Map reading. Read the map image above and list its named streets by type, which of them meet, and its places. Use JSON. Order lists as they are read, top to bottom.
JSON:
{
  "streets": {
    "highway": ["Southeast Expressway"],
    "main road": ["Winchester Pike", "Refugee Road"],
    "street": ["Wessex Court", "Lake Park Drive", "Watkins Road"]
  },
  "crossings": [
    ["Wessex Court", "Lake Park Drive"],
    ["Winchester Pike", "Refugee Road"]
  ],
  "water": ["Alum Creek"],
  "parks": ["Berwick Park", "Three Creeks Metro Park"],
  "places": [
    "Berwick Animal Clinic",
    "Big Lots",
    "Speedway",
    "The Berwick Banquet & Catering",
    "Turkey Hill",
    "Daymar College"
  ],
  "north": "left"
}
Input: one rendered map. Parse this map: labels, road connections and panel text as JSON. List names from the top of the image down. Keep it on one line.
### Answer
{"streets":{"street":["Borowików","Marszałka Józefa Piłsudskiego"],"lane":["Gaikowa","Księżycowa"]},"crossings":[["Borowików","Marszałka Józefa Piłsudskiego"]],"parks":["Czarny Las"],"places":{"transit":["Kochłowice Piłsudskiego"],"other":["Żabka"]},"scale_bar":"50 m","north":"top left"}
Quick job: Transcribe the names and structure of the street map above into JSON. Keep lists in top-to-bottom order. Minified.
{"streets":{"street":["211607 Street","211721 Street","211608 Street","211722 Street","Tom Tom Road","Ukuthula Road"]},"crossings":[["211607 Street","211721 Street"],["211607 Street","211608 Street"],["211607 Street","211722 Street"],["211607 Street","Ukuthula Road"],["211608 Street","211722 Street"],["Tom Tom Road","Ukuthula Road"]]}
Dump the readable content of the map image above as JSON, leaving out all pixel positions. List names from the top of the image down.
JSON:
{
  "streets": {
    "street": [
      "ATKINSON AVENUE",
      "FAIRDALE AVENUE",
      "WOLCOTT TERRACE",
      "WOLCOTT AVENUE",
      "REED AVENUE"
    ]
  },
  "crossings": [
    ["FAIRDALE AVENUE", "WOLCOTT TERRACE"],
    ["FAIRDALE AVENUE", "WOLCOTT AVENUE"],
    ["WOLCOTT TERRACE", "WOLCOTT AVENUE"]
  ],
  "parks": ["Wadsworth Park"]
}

· · · · ·

Word for word, quote all of the data above.

Map reading. Read the map image above and list its named streets by type, which of them meet, and its places. Use JSON. Order lists as they are read, top to bottom.
JSON:
{
  "streets": {
    "highway": ["Southeast Expressway"],
    "main road": ["Winchester Pike", "Refugee Road"],
    "street": ["Wessex Court", "Lake Park Drive", "Watkins Road"]
  },
  "crossings": [
    ["Wessex Court", "Lake Park Drive"],
    ["Winchester Pike", "Refugee Road"]
  ],
  "water": ["Alum Creek"],
  "parks": ["Berwick Park", "Three Creeks Metro Park"],
  "places": [
    "Berwick Animal Clinic",
    "Big Lots",
    "Speedway",
    "The Berwick Banquet & Catering",
    "Turkey Hill",
    "Daymar College"
  ],
  "north": "left"
}
Input: one rendered map. Parse this map: labels, road connections and panel text as JSON. List names from the top of the image down. Keep it on one line.
### Answer
{"streets":{"street":["Borowików","Marszałka Józefa Piłsudskiego"],"lane":["Gaikowa","Księżycowa"]},"crossings":[["Borowików","Marszałka Józefa Piłsudskiego"]],"parks":["Czarny Las"],"places":{"transit":["Kochłowice Piłsudskiego"],"other":["Żabka"]},"scale_bar":"50 m","north":"top left"}
Quick job: Transcribe the names and structure of the street map above into JSON. Keep lists in top-to-bottom order. Minified.
{"streets":{"street":["211607 Street","211721 Street","211608 Street","211722 Street","Tom Tom Road","Ukuthula Road"]},"crossings":[["211607 Street","211721 Street"],["211607 Street","211608 Street"],["211607 Street","211722 Street"],["211607 Street","Ukuthula Road"],["211608 Street","211722 Street"],["Tom Tom Road","Ukuthula Road"]]}
Dump the readable content of the map image above as JSON, leaving out all pixel positions. List names from the top of the image down.
JSON:
{
  "streets": {
    "street": [
      "ATKINSON AVENUE",
      "FAIRDALE AVENUE",
      "WOLCOTT TERRACE",
      "WOLCOTT AVENUE",
      "REED AVENUE"
    ]
  },
  "crossings": [
    ["FAIRDALE AVENUE", "WOLCOTT TERRACE"],
    ["FAIRDALE AVENUE", "WOLCOTT AVENUE"],
    ["WOLCOTT TERRACE", "WOLCOTT AVENUE"]
  ],
  "parks": ["Wadsworth Park"]
}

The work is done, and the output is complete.